Não precisa ser um novo idioma, uma pós-graduação ou um curso de longa duração. Pode ser uma página de um livro, uma nova habilidade, uma conversa que nos faça pensar, um conceito que desconhecíamos ou até mesmo uma pergunta para a qual ainda não sabemos a resposta.
A ideia de aprender todos os dias ganhou uma nova dimensão com o avanço das pesquisas sobre neurociência.
Nosso cérebro não é uma estrutura fixa: ele muda de acordo com aquilo a que prestamos atenção, aquilo que praticamos e as experiências que repetimos.
Esse fenômeno é conhecido como neuroplasticidade e há uma consequência importante para a educação: aprender não é apenas receber informação, é participar ativamente de um processo que modifica a maneira como o cérebro funciona.
Neuroplasticidade: o cérebro continua aprendendo
Durante muito tempo, acreditou-se que a capacidade de mudança do cérebro seria muito maior na infância e diminuiria drasticamente na vida adulta.
Hoje sabemos que o cérebro mantém sua capacidade de adaptação ao longo da vida. Novas experiências, habilidades e desafios podem fortalecer determinadas conexões e modificar circuitos neurais. A diferença é que, especialmente na idade adulta, a mudança exige participação mais intencional: atenção, esforço, prática e envolvimento.
É por isso que aprender algo realmente novo pode ser desconfortável.
Quando uma criança aprende a administrar o próprio dinheiro, por exemplo, não está simplesmente decorando o significado de “economizar”. Ela está relacionando conceitos, tomando decisões, observando consequências e construindo novas associações.
O mesmo acontece com um adulto que aprende um idioma, toca um instrumento ou desenvolve uma nova competência profissional.
O cérebro muda quando somos desafiados a fazer algo que ainda não dominamos.
A atenção é parte da aprendizagem
Não existe aprendizado profundo sem atenção.
Pesquisas e conteúdos de divulgação científica sobre neuroplasticidade e aprendizagem, como os apresentados pelo neurocientista Andrew Huberman, destacam a importância da atenção para os processos envolvidos na aprendizagem.

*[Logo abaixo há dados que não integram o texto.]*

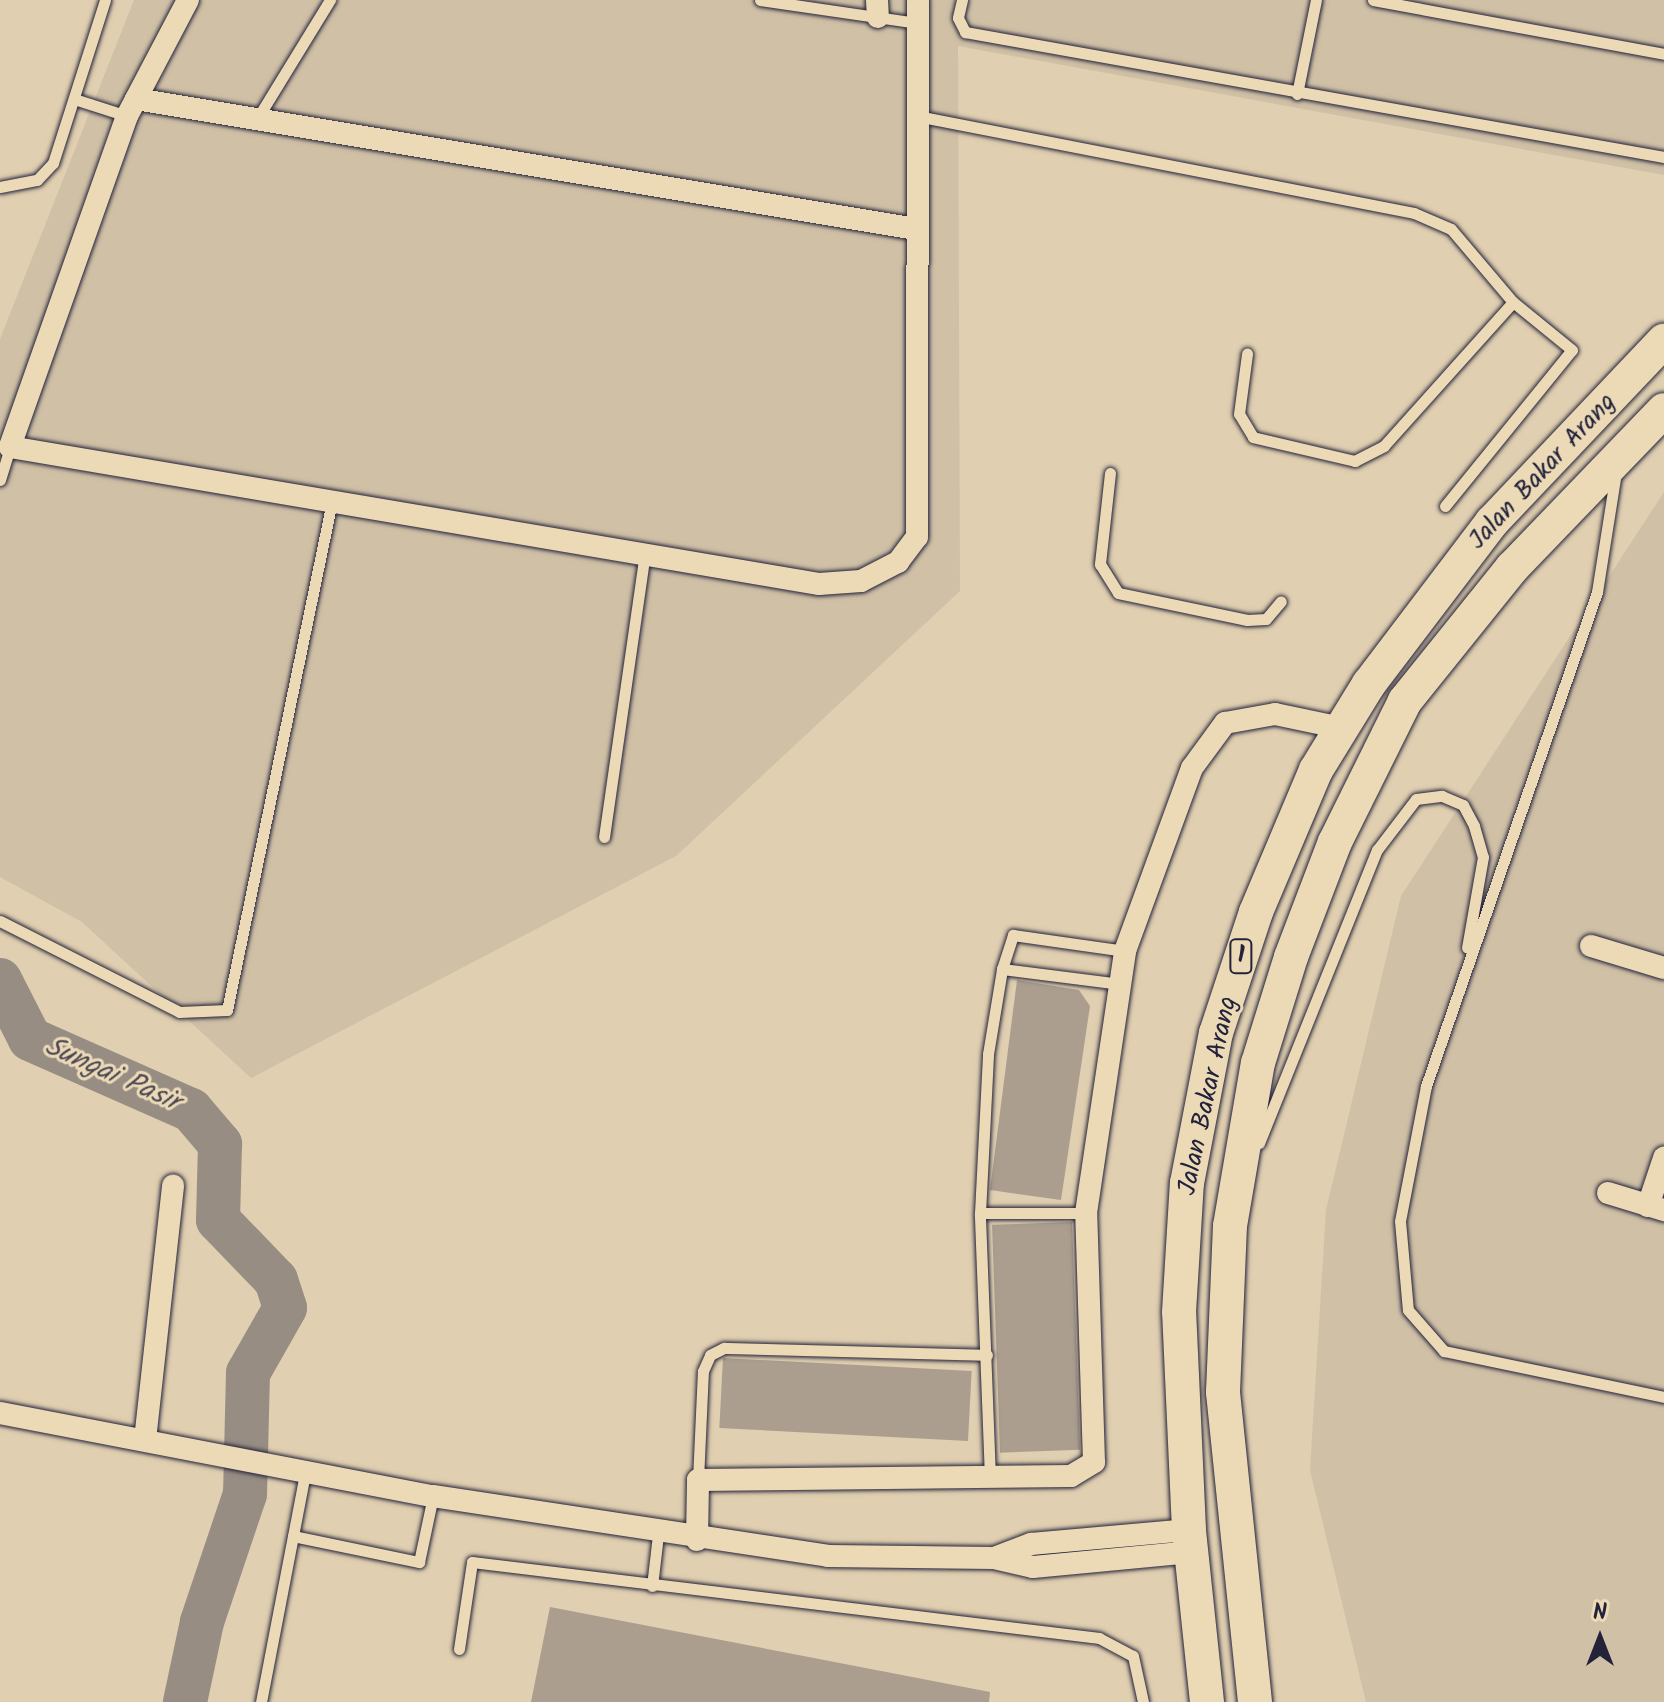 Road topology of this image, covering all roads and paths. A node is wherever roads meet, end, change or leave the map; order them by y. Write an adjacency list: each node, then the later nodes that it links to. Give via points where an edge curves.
1 (105, 0): 13 (lane)
2 (188, 0): 14 (street)
3 (330, 0): 16 (lane)
4 (760, 0): 9 (lane)
5 (918, 0): 10 (street)
6 (962, 0): 12 (lane, via 958,18 965,32)
7 (1316, 0): 12 (lane)
8 (1373, 0): 11 (lane)
9 (878, 8): 10 (lane)
10 (918, 23): 15 (street)
11 (1664, 54)
12 (1297, 94): 17 (lane)
13 (74, 99): 14 (lane); 18 (lane, via 53,163 37,180)
14 (132, 108): 16 (street); 24 (street)
15 (917, 116): 19 (street); 20 (lane, via 1414,213 1451,229)
16 (257, 119): 19 (street)
17 (1664, 157)
18 (0, 187)
19 (916, 229): 30 (street, via 923,500 917,537 898,562 861,581 819,584)
20 (1513, 302): 22 (lane, via 1384,446 1355,461 1253,437 1239,414); 29 (lane, via 1572,350)
21 (1664, 341): 32 (main road, Jalan Bakar Arang / 1, via 1492,522)
22 (1247, 354)
23 (1664, 410): 25 (main road, Jalan Bakar Arang / 1)
24 (10, 447): 27 (lane); 28 (street)
25 (1618, 459): 39 (lane, via 1597,592); 47 (main road, Jalan Bakar Arang / 1, via 1512,568 1405,701 1335,842 1291,957 1258,1063)
26 (1110, 473): 31 (lane, via 1100,564 1118,593 1247,620 1266,619)
27 (0, 480)
28 (332, 501): 30 (street); 34 (lane, via 227,1010 179,1012)
29 (1445, 506)
30 (645, 554): 33 (lane)
31 (1281, 601)
32 (1342, 728): 36 (street, via 1275,714 1225,723 1192,768); 59 (main road, Jalan Bakar Arang / 1, via 1256,912 1216,1033 1187,1183 1179,1312)
33 (604, 837)
34 (0, 921)
35 (1591, 946): 37 (street)
36 (1125, 951): 38 (lane, via 1013,935); 40 (street)
37 (1664, 968)
38 (1002, 969): 40 (lane); 45 (lane, via 988,1054)
39 (1463, 973): 47 (lane, via 1483,857 1463,805 1442,796 1416,799 1377,850); 49 (lane, via 1426,1086 1400,1221 1408,1310 1444,1351)
40 (1121, 984): 46 (street)
41 (1664, 1158): 44 (street)
42 (173, 1186): 51 (street)
43 (1608, 1193): 44 (street)
44 (1656, 1208)
45 (980, 1213): 46 (lane); 48 (lane)
46 (1086, 1213): 53 (street, via 1094,1462 1071,1476)
47 (1230, 1226): 65 (main road, Jalan Bakar Arang / 1, via 1223,1392)
48 (987, 1355): 53 (lane); 54 (lane, via 724,1348 703,1371)
49 (1664, 1397)
50 (0, 1413): 51 (street)
51 (145, 1440): 52 (street)
52 (294, 1472): 55 (street); 57 (lane)
53 (990, 1479): 54 (street)
54 (698, 1480): 58 (street)
55 (433, 1496): 56 (street); 57 (lane, via 419,1562)
56 (658, 1535): 58 (street); 60 (lane)
57 (293, 1536): 62 (lane)
58 (697, 1540): 59 (street, via 828,1556 994,1558 1033,1567)
59 (1190, 1541): 64 (main road, Jalan Bakar Arang / 1)
60 (652, 1586): 61 (lane, via 472,1562); 63 (lane, via 1111,1641 1133,1656)
61 (459, 1649)
62 (261, 1702)
63 (1143, 1702)
64 (1207, 1702)
65 (1255, 1702) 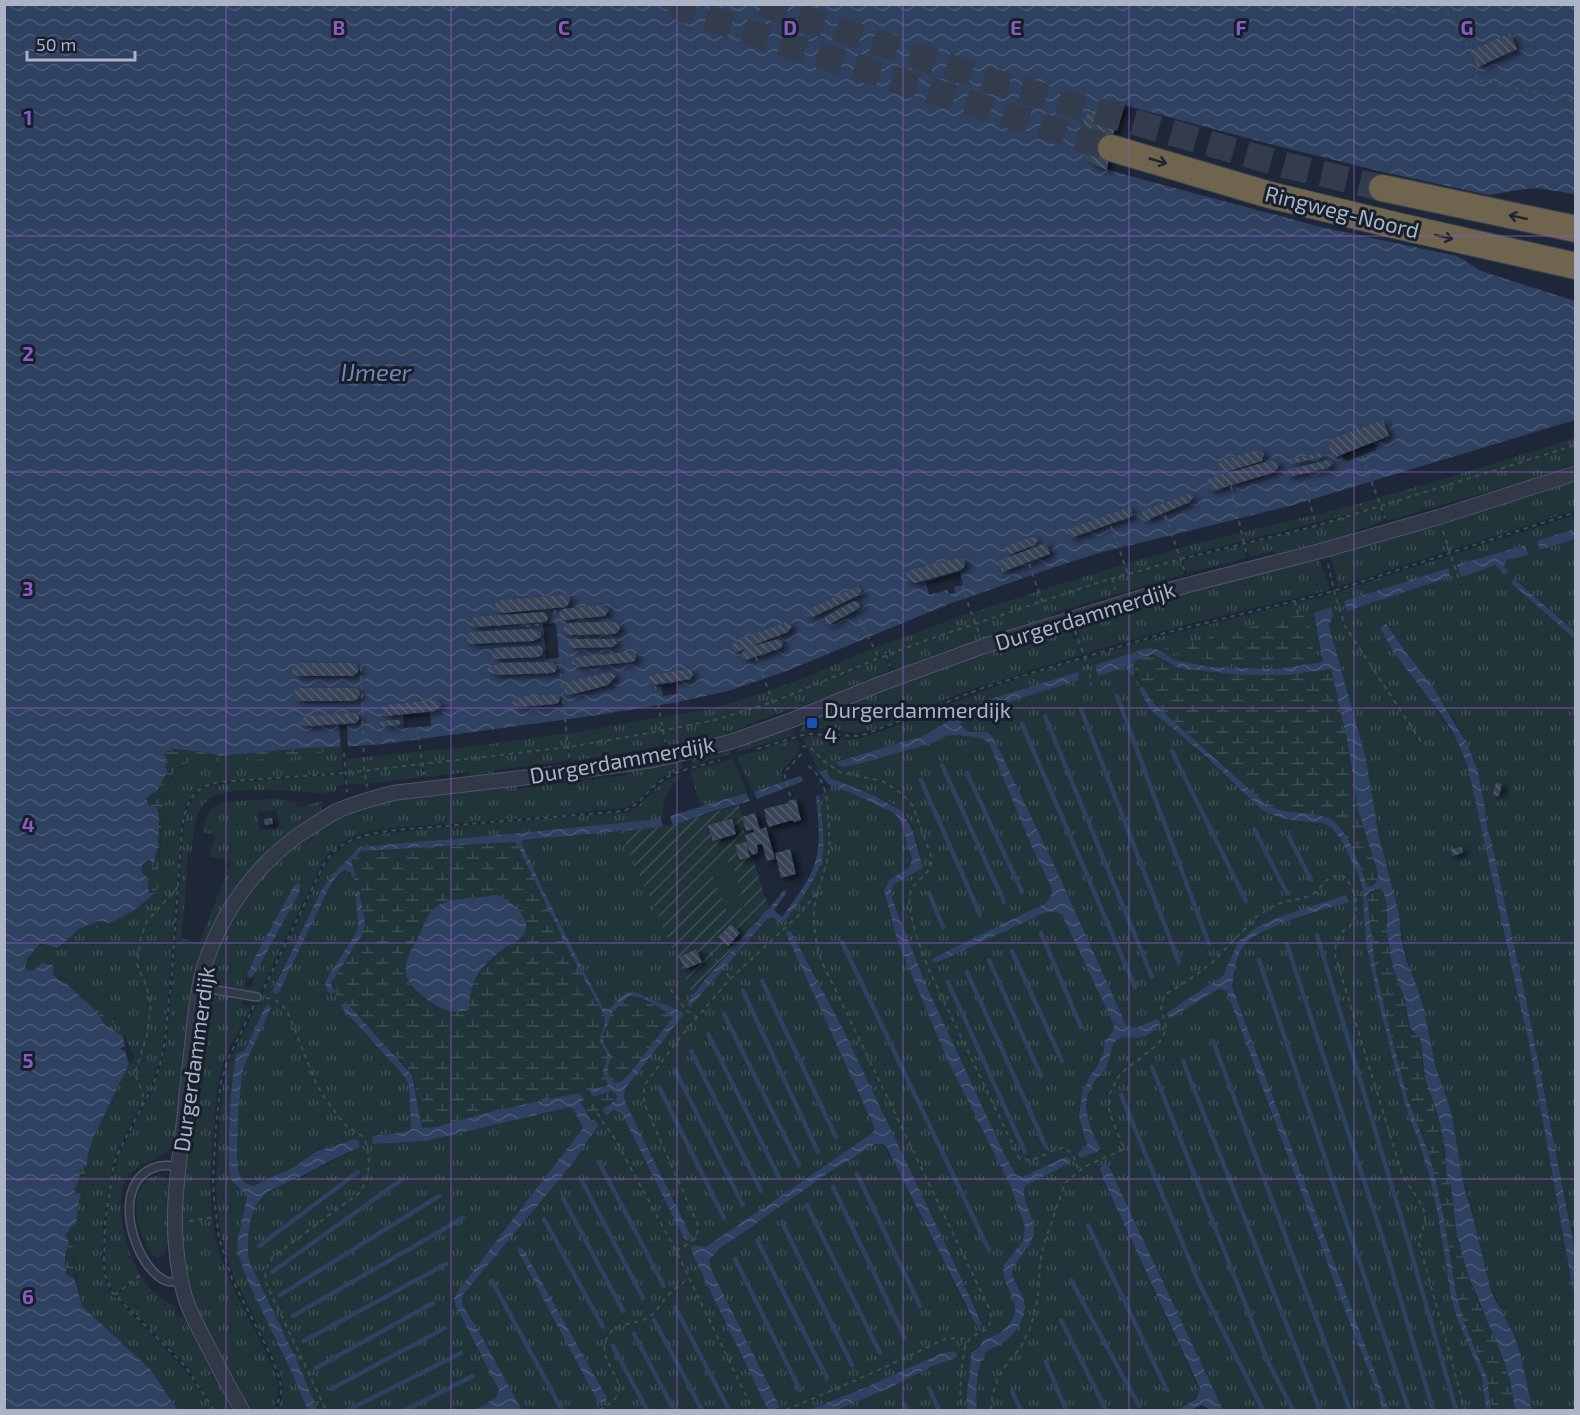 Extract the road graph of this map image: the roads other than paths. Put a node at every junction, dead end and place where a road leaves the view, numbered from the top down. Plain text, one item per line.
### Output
1 (1111, 148) tunnel mouth
2 (1382, 188) tunnel mouth
3 (1575, 229) edge
4 (1575, 266) edge
5 (1575, 473) edge
6 (199, 987) junction
7 (259, 997) road end
8 (179, 1166) junction
9 (182, 1281) junction
10 (242, 1410) edge

1 -> 4 highway, Ringweg-Noord
3 -> 2 highway, Ringweg-Noord
5 - 6 street, Durgerdammerdijk
6 - 7 lane
6 - 8 street, Durgerdammerdijk
8 - 9 street, Durgerdammerdijk
8 - 9 lane
9 - 10 street, Durgerdammerdijk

Quando direcionamos nossa atenção de maneira consistente para determinada tarefa, sistemas neuromodulatórios ajudam a sinalizar ao cérebro que aquela experiência é relevante.
Isso ajuda a explicar um problema contemporâneo: podemos passar horas diante de conteúdos e, ainda assim, aprender muito pouco, pois consumir informação não é necessariamente aprender.
Aprender exige algum grau de participação ativa.
Ler uma página e fechar o livro para tentar explicar o que acabamos de ler é diferente de simplesmente passar os olhos pelo texto.
Assistir a uma aula é diferente de tentar resolver um problema usando aquilo que foi ensinado.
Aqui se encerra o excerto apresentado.